Anomaly Detection Belongs in Your Database

Every analytical database can aggregate, filter, and join. None of them can tell you “something is wrong with this data” as a first-class operation.

The standard workflow today: query your warehouse, serialize millions of rows into a DataFrame, import scikit-learn, fit an IsolationForest, write results back. You now maintain two systems, two runtimes, and a serialization boundary that adds seconds of latency per round-trip. For a fraud detection pipeline running against live transactions, those seconds matter. For a data engineer who just wants to flag outliers in a SELECT statement, the entire Python detour is unnecessary friction.

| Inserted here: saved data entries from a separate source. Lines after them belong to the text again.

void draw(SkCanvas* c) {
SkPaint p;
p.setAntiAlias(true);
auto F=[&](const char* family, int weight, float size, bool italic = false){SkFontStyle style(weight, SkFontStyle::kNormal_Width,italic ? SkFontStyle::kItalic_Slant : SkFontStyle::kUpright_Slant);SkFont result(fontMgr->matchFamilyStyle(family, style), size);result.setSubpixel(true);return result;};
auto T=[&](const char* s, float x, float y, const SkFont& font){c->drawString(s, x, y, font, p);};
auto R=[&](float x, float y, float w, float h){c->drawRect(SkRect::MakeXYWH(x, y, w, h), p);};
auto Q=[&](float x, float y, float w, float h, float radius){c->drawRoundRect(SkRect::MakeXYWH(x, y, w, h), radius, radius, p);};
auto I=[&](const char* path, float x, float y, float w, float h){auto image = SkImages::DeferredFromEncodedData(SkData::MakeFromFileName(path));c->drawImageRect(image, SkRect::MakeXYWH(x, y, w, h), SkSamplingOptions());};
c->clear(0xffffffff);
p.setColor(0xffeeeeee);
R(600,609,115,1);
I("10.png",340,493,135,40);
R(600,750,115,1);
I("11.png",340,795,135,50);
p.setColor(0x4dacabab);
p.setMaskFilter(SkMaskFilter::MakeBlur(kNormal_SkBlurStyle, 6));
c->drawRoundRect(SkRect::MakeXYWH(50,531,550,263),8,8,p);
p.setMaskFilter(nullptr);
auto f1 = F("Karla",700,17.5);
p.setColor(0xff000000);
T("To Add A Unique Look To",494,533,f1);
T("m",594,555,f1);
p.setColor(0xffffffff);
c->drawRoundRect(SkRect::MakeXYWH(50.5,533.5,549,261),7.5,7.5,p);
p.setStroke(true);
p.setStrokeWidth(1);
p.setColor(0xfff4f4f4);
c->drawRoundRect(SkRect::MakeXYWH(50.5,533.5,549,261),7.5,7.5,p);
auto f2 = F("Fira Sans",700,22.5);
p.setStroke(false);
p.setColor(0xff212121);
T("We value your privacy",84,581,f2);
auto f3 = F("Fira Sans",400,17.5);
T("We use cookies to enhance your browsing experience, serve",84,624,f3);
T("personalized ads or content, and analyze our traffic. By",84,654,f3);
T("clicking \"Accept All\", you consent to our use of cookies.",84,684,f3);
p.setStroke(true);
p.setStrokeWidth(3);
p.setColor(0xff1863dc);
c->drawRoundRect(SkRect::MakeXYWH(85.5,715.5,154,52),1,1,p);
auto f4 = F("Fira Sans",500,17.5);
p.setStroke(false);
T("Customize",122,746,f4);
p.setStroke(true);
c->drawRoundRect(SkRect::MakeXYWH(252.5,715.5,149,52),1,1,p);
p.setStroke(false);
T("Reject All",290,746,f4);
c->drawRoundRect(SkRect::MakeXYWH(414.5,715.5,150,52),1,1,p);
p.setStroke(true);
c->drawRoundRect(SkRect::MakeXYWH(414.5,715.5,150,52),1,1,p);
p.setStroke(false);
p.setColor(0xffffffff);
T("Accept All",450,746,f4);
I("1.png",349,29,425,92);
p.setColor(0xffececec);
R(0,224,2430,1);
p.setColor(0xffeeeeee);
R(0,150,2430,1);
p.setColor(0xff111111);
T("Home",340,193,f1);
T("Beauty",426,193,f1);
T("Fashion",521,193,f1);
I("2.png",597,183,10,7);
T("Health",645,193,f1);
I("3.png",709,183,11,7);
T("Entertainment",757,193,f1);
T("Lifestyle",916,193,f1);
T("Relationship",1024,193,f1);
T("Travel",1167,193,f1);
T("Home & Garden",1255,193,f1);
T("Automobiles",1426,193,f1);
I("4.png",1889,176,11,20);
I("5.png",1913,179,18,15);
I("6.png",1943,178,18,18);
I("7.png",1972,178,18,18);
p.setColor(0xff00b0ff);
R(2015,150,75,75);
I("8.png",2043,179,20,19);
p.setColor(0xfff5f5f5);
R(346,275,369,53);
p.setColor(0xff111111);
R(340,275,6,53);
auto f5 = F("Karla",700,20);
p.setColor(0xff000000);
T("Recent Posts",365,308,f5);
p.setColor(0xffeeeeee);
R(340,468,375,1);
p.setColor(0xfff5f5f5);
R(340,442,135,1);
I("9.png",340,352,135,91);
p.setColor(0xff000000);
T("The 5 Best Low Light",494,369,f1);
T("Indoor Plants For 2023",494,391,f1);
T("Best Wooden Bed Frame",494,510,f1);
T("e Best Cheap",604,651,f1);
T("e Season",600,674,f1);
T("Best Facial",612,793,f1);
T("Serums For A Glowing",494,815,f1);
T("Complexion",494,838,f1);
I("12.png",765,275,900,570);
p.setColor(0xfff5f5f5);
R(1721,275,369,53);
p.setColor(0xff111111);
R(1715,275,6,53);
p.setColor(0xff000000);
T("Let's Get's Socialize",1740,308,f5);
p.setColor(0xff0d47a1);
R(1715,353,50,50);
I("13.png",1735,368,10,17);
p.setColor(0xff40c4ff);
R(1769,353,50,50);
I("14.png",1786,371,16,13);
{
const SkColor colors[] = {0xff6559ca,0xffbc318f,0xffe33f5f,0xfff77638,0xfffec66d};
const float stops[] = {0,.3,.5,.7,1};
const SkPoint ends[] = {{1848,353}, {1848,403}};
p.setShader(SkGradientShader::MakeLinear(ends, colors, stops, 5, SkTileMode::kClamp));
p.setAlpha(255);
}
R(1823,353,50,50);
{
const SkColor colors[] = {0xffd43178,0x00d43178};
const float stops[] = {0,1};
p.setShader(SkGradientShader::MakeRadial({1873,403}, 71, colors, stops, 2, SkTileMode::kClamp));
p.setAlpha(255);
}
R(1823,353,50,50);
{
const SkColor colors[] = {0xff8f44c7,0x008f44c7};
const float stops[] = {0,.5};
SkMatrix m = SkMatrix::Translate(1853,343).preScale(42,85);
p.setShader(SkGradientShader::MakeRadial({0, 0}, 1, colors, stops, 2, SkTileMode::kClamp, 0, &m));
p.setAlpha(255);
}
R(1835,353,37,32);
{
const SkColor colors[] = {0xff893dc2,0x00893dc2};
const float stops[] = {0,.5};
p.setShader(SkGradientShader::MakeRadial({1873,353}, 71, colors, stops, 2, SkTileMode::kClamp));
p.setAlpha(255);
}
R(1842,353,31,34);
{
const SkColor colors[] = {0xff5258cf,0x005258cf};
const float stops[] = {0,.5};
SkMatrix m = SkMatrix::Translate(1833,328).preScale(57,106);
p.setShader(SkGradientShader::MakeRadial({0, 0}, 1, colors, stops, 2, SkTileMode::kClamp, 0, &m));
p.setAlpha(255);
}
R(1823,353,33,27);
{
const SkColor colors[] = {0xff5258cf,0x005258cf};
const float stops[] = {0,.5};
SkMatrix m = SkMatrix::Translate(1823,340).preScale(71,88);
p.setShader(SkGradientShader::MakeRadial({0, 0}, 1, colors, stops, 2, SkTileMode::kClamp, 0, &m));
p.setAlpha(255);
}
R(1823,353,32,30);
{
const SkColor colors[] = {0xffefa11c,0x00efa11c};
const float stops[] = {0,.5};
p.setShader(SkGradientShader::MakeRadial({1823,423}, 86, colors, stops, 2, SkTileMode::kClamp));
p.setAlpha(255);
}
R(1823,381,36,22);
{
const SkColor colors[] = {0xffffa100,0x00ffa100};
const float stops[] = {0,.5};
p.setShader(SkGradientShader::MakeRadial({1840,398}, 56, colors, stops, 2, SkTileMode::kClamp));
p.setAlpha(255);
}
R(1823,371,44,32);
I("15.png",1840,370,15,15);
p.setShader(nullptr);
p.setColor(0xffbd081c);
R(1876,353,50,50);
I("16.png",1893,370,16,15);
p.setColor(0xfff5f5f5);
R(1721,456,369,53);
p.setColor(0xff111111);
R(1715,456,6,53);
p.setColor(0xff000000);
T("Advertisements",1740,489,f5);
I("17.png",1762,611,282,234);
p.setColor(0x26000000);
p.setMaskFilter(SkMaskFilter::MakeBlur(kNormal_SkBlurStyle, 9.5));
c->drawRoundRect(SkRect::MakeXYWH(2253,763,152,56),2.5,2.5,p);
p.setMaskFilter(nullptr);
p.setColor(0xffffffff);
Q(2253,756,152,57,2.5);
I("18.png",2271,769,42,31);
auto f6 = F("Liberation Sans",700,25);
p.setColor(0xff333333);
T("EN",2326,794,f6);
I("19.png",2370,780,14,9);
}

We built anomaly detection directly into Stratum — not as a UDF shim that calls Python under the hood, but as a native SIMD-accelerated implementation that runs inside the query engine. Train a model, score your data, all from SQL — no Python, no Clojure, no external runtime.

Infographic: comparing the Python export pipeline (seconds of latency, 2x memory) with Stratum's in-database approach (6 microseconds per transaction), and showing how isolation forests detect anomalies by isolating outliers in fewer tree splits

SELECT * FROM transactions
WHERE ANOMALY_SCORE('fraud_model') > 0.7;

No data leaves the database. No serialization. The query planner pushes down predicates and prunes chunks before the model ever sees a row. Scoring a single transaction takes 6 microseconds. A batch of 1,000 incoming transactions: 1.6 milliseconds. That’s fast enough to sit in the hot path of a payment gateway — not as a batch job that runs after the fact, but as a synchronous check before the transaction clears.

Why isolation forests

Most “anomaly detection in SQL” tutorials teach you to compute z-scores: (value - AVG(value)) / STDDEV(value) > 3. This works for Gaussian-distributed single columns. It fails everywhere else.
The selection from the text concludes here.